Two particular notes on all this. The first on religion and meritocracy: We today are used to thinking of Protestantism, liberal capitalism, and science as mutually reinforcing threads in the early modern period, and the Catholic Church as essentially medieval in its hierarchies, attitudes, and practices, but this here was not so long before the Thirty Years’ War set Faustus’s Germany on fire and the situation is entirely more complicated. Marlowe went to Cambridge during the period of the great debates there on the Calvinist idea of absolute predestination, which was actually adopted as official doctrine by the Church of England in this period, and which of course sees Faust as tragic because he is destined to be great but not good, full of supernatural mojo borrowed from Lucifer, who takes back with interest, rather than truly Elect. This play has been read both as a substantiation and a critique of that view, an ambiguity of course by authorial design. But it’s interesting the way the Catholic Church as “worldly” (and “demonic”) is aligned somewhat with Faust’s knowledge-quest and certainly with his brilliant career (the Pope gets sooooo mad when Faust steals his lunch) and not with the backward ignorance we’re comfortable ascribing to the historical Church in the Anglo-American, post-Protestant present; Protestantism here is still a rude young fundamentalist movement with a lot of its own transgressives still to burn. In this sense it’s almost too cute when Marlowe gestures back to the Faust story’s roots as a medieval morality tale by conducting a Parade of the Sins only instead of scaring us they are being held out by Lucifer to Faustus as baubles, as instances of the kind of knowledge (and, implicitly, indulgence) he can expect.

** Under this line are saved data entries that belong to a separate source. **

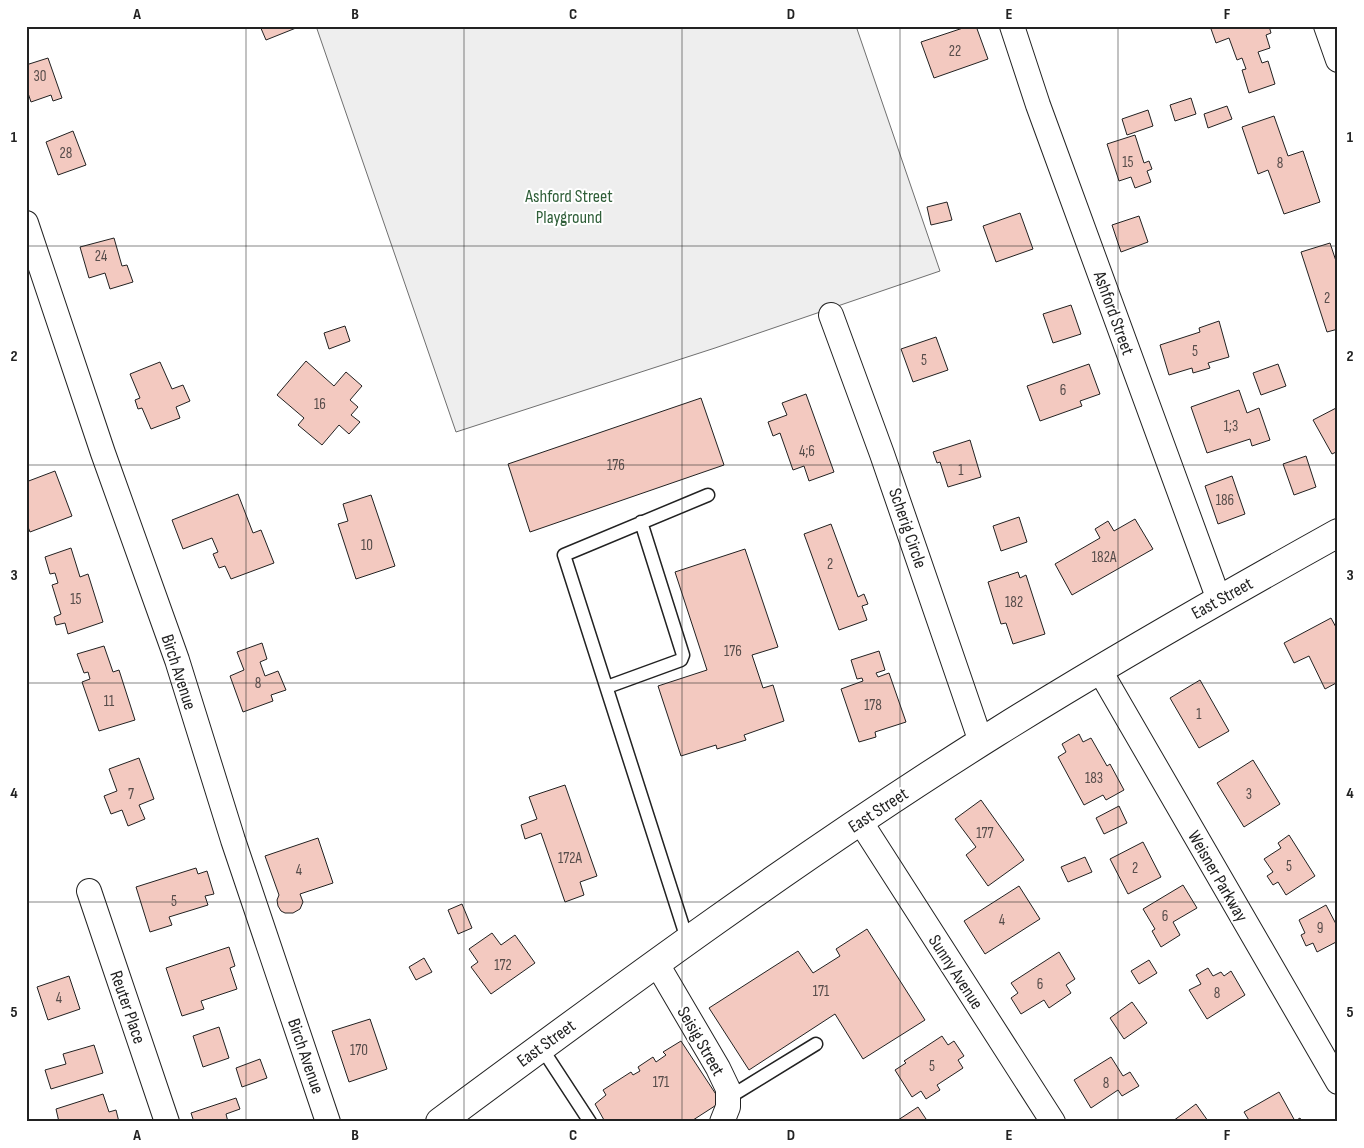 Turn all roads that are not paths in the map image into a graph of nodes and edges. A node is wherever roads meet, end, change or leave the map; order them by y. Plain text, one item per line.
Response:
1 (1012, 26) edge
2 (1326, 26) edge
3 (1338, 60) edge
4 (26, 223) edge
5 (830, 315) dead end
6 (708, 495) dead end
7 (641, 522) junction
8 (1338, 533) edge
9 (1219, 600) junction
10 (1099, 669) junction
11 (607, 687) junction
12 (981, 742) junction
13 (860, 821) junction
14 (89, 891) dead end
15 (688, 942) junction
16 (657, 964) junction
17 (816, 1044) dead end
18 (541, 1047) junction
19 (1338, 1082) edge
20 (728, 1098) junction
21 (167, 1122) edge
22 (328, 1122) edge
23 (440, 1122) edge
24 (590, 1122) edge
25 (722, 1122) edge
26 (1052, 1122) edge

1 - 9 street, Ashford Street
2 - 3 street
4 - 22 street, Birch Avenue
5 - 12 street, Scherig Circle
6 - 7 lane
7 - 11 lane
7 - 11 lane
8 - 9 main road, East Street
9 - 10 main road, East Street
10 - 12 main road, East Street
10 - 19 street, Weisner Parkway
11 - 15 lane
12 - 13 main road, East Street
13 - 15 main road, East Street
13 - 26 street, Sunny Avenue
14 - 21 street, Reuter Place
15 - 16 main road, East Street
16 - 18 main road, East Street
16 - 20 street, Seisig Street
17 - 20 lane
18 - 23 main road, East Street
18 - 24 lane
20 - 25 street, Seisig Street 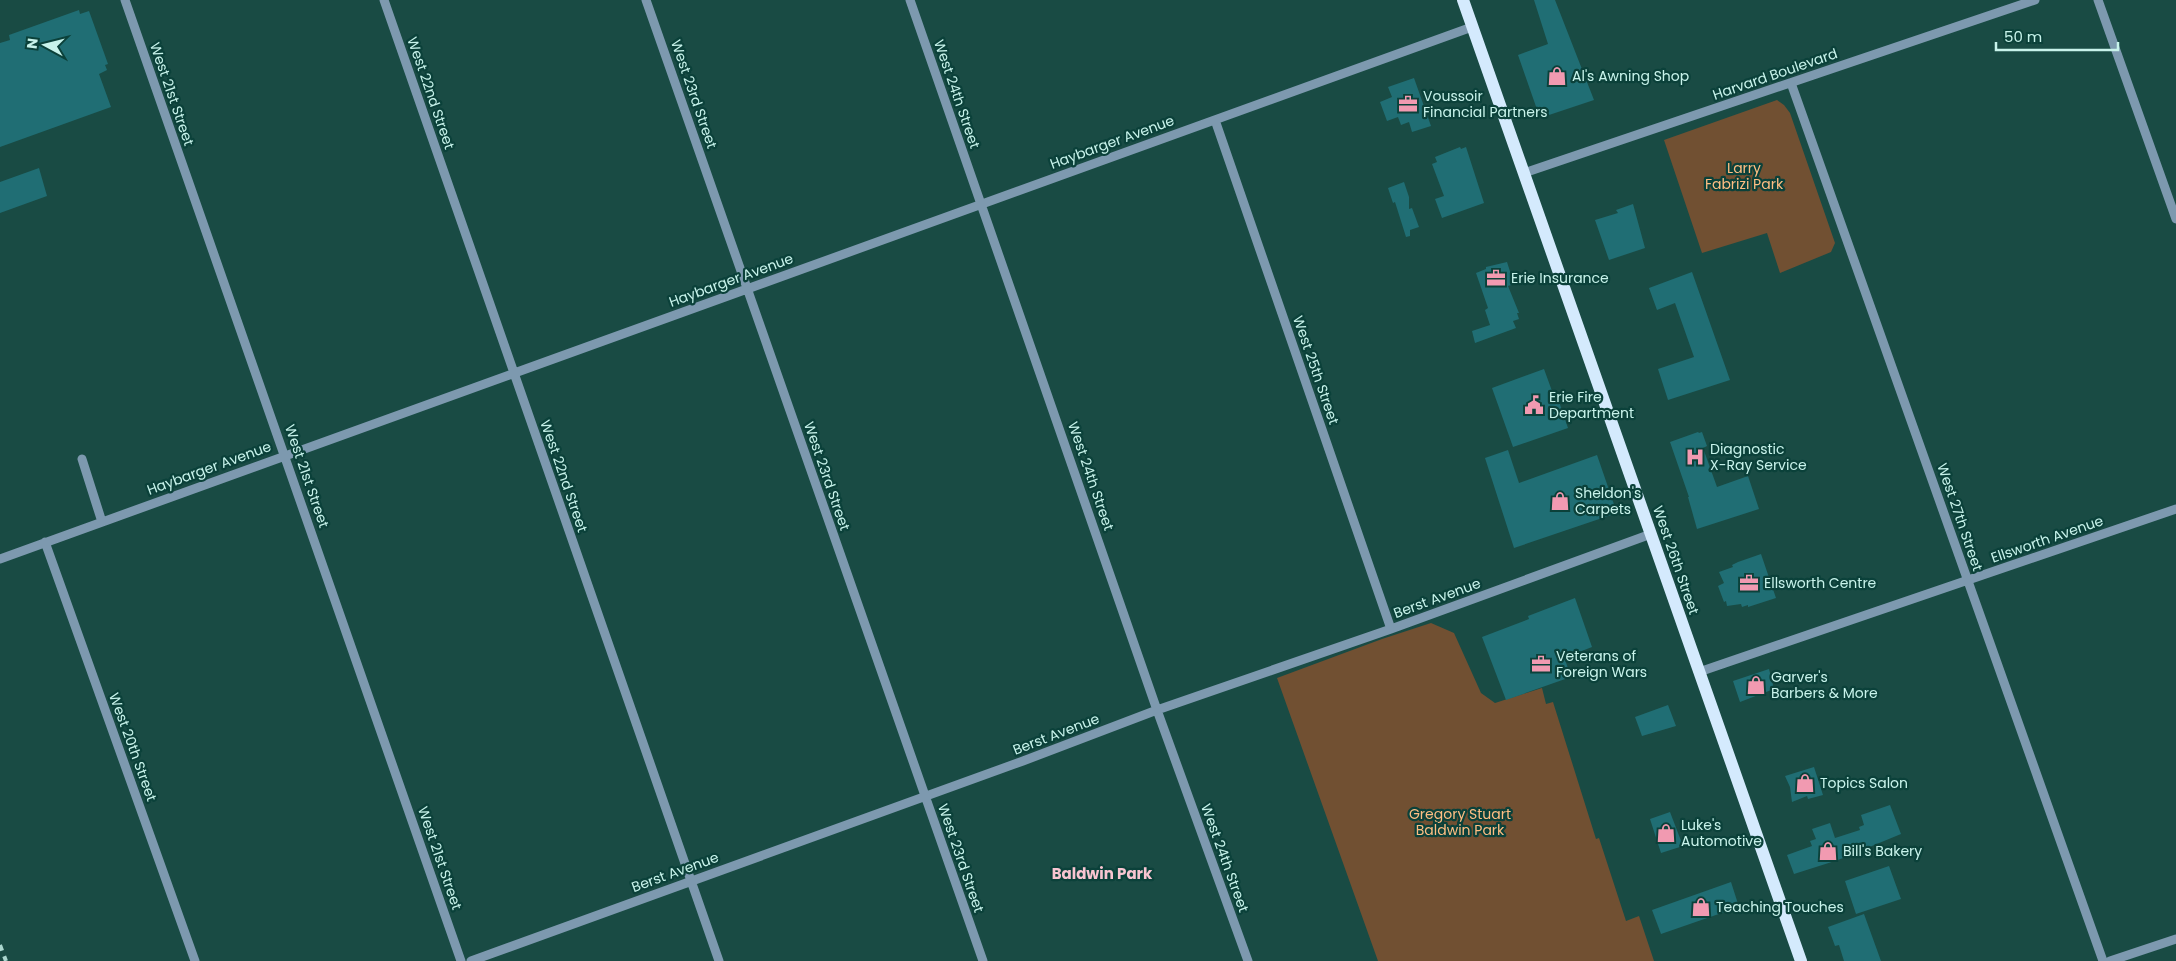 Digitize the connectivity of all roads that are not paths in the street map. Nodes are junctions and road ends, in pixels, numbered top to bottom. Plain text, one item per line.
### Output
1 (125, 0) edge
2 (384, 0) edge
3 (646, 0) edge
4 (910, 0) edge
5 (1463, 0) edge
6 (2034, 0) edge
7 (2098, 0) edge
8 (1472, 27) junction
9 (1791, 82) junction
10 (1214, 120) junction
11 (1524, 173) junction
12 (982, 204) junction
13 (2176, 219) edge
14 (747, 289) junction
15 (514, 373) junction
16 (285, 456) junction
17 (82, 459) dead end
18 (2176, 509) edge
19 (102, 522) junction
20 (1651, 534) junction
21 (45, 542) junction
22 (0, 559) edge
23 (1967, 580) junction
24 (1391, 629) junction
25 (1699, 672) junction
26 (1157, 710) junction
27 (925, 796) junction
28 (690, 882) junction
29 (2176, 939) edge
30 (196, 961) edge
31 (461, 961) edge
32 (471, 961) edge
33 (718, 961) edge
34 (983, 961) edge
35 (1248, 961) edge
36 (1801, 961) edge
37 (2103, 961) edge
38 (2110, 961) edge

1 - 16 street, West 21st Street
2 - 15 street, West 22nd Street
3 - 14 street, West 23rd Street
4 - 12 street, West 24th Street
5 - 8 main road, West 26th Street
6 - 9 street, Harvard Boulevard
7 - 13 street
8 - 10 street, Haybarger Avenue
8 - 11 main road, West 26th Street
9 - 11 street, Harvard Boulevard
9 - 23 street, West 27th Street
10 - 12 street, Haybarger Avenue
10 - 24 street, West 25th Street
11 - 20 main road, West 26th Street
12 - 14 street, Haybarger Avenue
12 - 26 street, West 24th Street
14 - 15 street, Haybarger Avenue
14 - 27 street, West 23rd Street
15 - 16 street, Haybarger Avenue
15 - 28 street, West 22nd Street
16 - 19 street, Haybarger Avenue
16 - 31 street, West 21st Street
17 - 19 street
18 - 23 street, Ellsworth Avenue
19 - 21 street, Haybarger Avenue
20 - 24 street, Berst Avenue
20 - 25 main road, West 26th Street
21 - 22 street, Haybarger Avenue
21 - 30 street, West 20th Street
23 - 25 street, Ellsworth Avenue
23 - 37 street, West 27th Street
24 - 26 street, Berst Avenue
25 - 36 main road, West 26th Street
26 - 27 street, Berst Avenue
26 - 35 street, West 24th Street
27 - 28 street, Berst Avenue
27 - 34 street, West 23rd Street
28 - 32 street, Berst Avenue
28 - 33 street, West 22nd Street
29 - 38 street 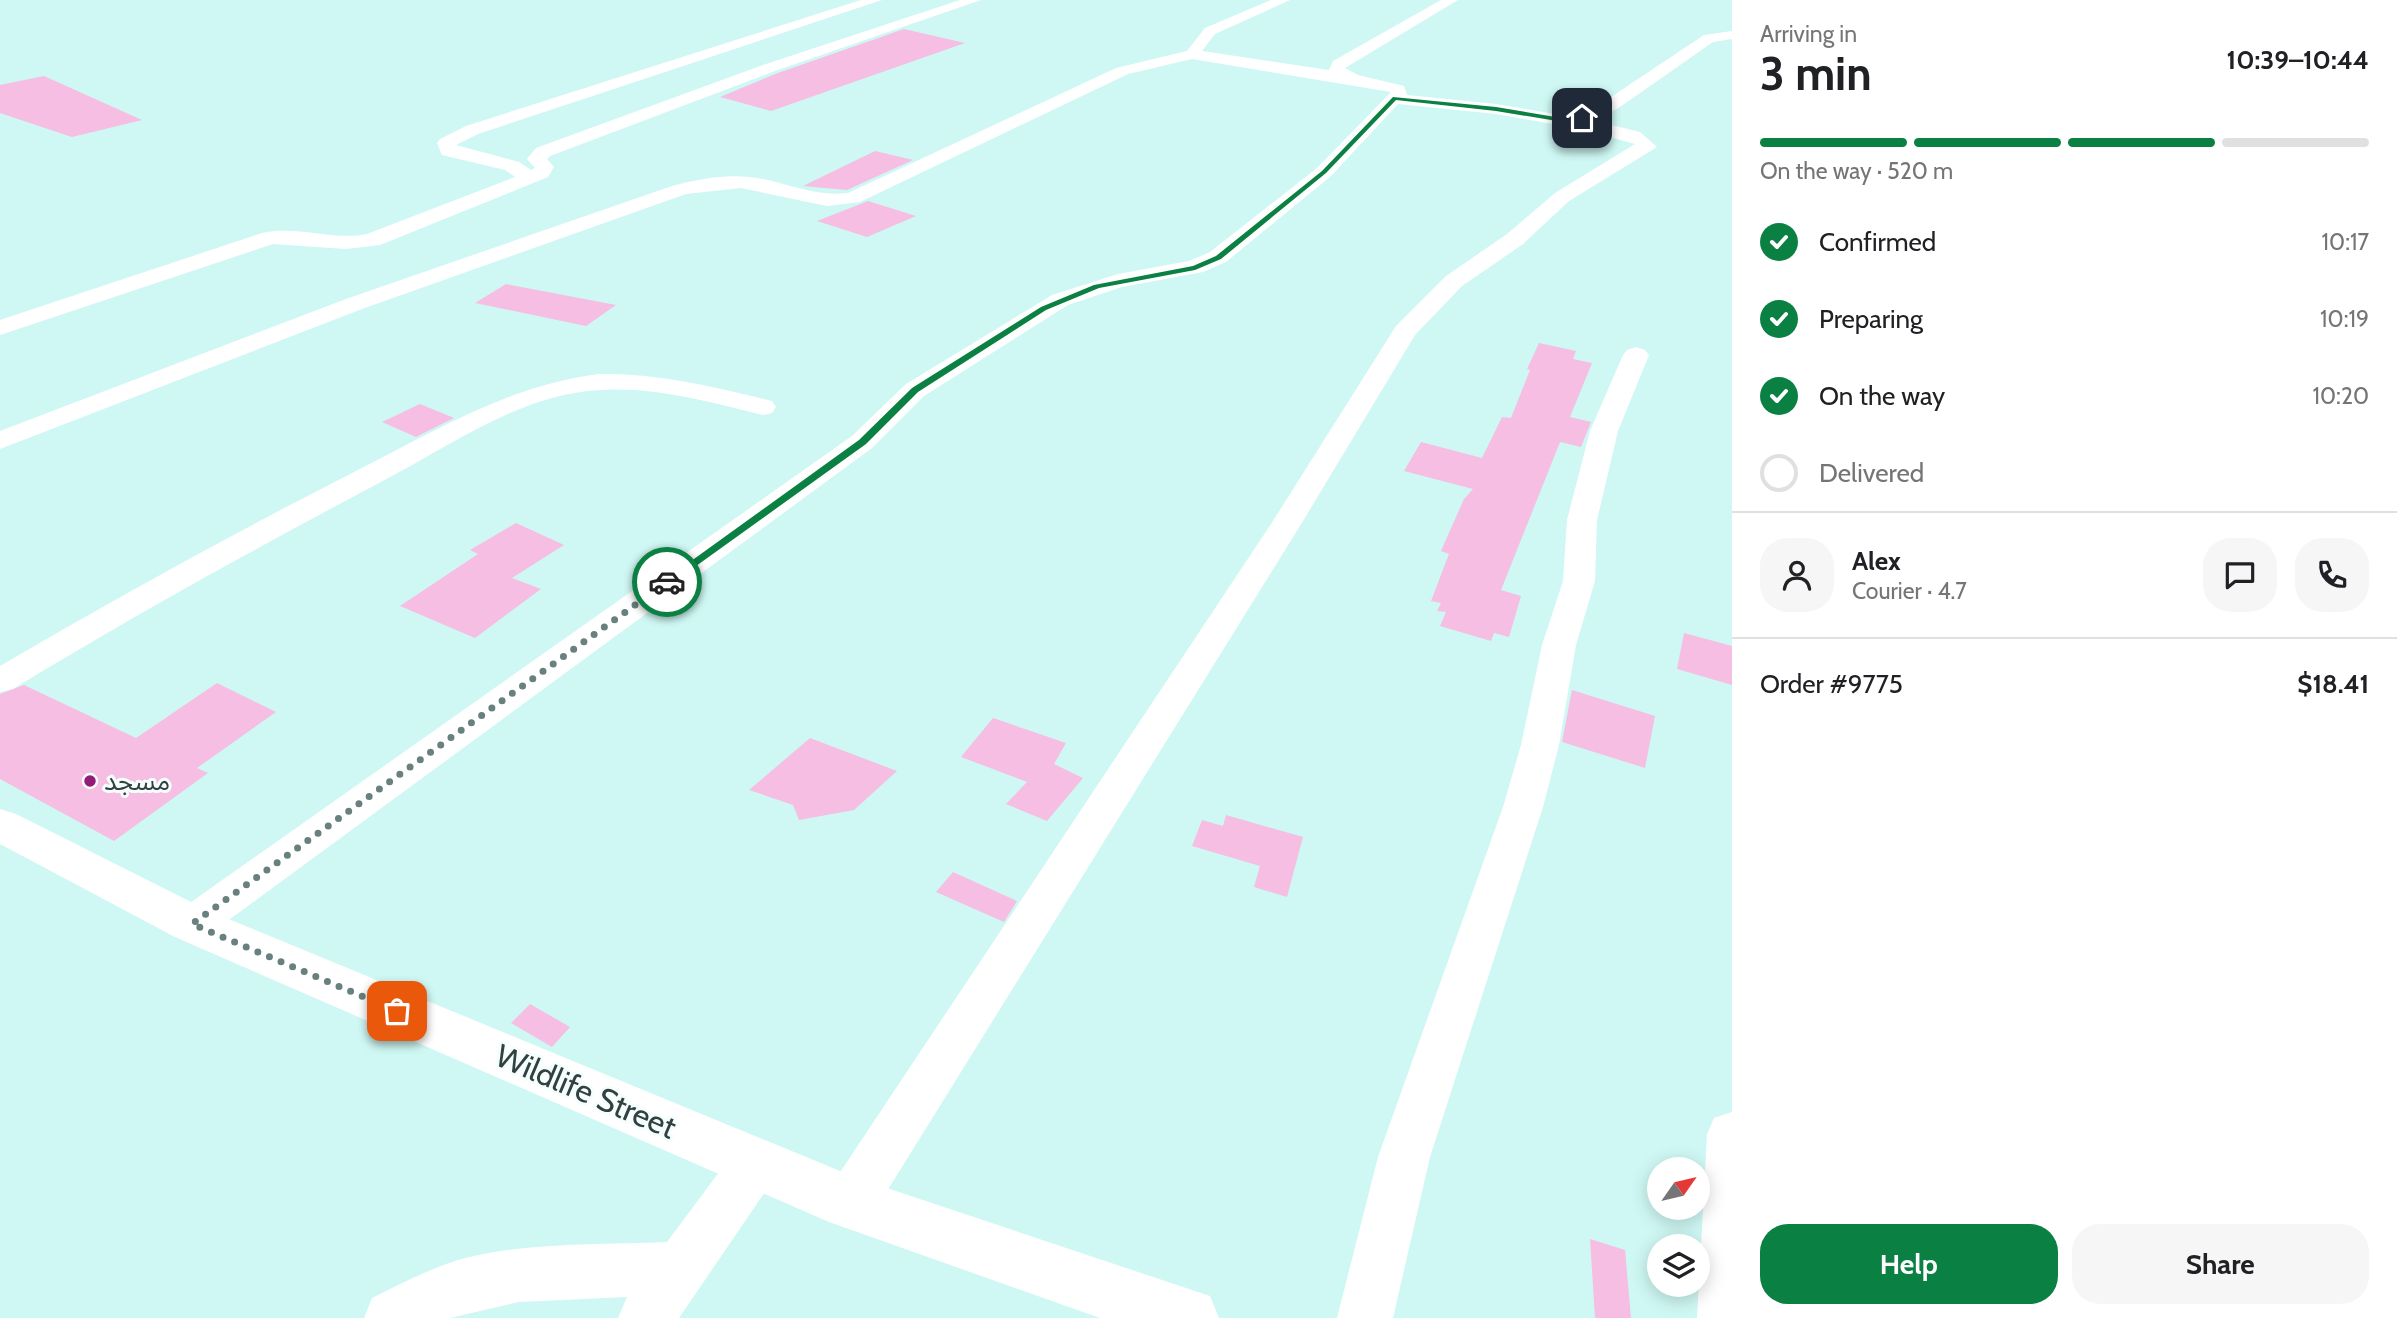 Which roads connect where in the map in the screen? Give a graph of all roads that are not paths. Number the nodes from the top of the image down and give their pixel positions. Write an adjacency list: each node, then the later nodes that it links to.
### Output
1 (875, 0): 10 (street)
2 (974, 0): 10 (street)
3 (1283, 0): 6 (street)
4 (1451, 0): 7 (street)
5 (1732, 35): 9 (street)
6 (1192, 54): 7 (street); 14 (street)
7 (1356, 80): 8 (street)
8 (1395, 99): 9 (street); 17 (street)
9 (1581, 124): 20 (street)
10 (529, 178): 11 (street)
11 (0, 328)
12 (1636, 355): 25 (street)
13 (763, 407): 15 (street)
14 (0, 441)
15 (0, 681)
16 (0, 825): 17 (main road, Wildlife Street)
17 (192, 924): 19 (main road, Wildlife Street)
18 (1732, 1134): 26 (street)
19 (755, 1164): 20 (main road, Wildlife Street); 21 (street)
20 (850, 1203): 24 (main road, Wildlife Street)
21 (682, 1268): 22 (street); 23 (street)
22 (392, 1318)
23 (646, 1318)
24 (1188, 1318)
25 (1365, 1318)
26 (1725, 1318)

The second on books: we fetishize them plenty today, of course, rise of the ereader notwithstanding, but it’s fascinating to see what a monopoly book-learnin’ had on knowledge transmission and people’s ideas about what had meaning and where it was located in this pre–scientific method, vernacular-Bible era. Books lubricate the plot and embody the choice between good and evil—the Good Angel** enjoins Faustus to “lay that damnéd book [that he uses to summon the devil] aside […] Read the Scriptures:—that is blasphemy”; and it is deeply adorable when Mephistophilis asks Faust what’s his command and Faust takes the most literal-minded interpretation of the “Book of Nature” that he could and wants a book about the secrets of the Earth and one about the firmament and one about Hell so that he can go back to his room and read them like a bookworm. (It makes me laugh to think about the Hollywood film version, where instead of a Master and Margarita-style effects-laden flight to the source of the rainbow and the dark side of the moon we get Faust sitting in his study with a candle rubbing his chin like “I see, I see” and pushing the cat off his lap.) And these same “conjuring-books” then stand as knowledge-talismans or fetishes (most people still couldn’t read, of course), appropriated in various ways by other characters and leading to much hijinx. (The only other motif of comparable complexity to books in the play, barring perhaps the planets, is fire, and, well, we know what you get when you put fire and books together, literally and symbolically.)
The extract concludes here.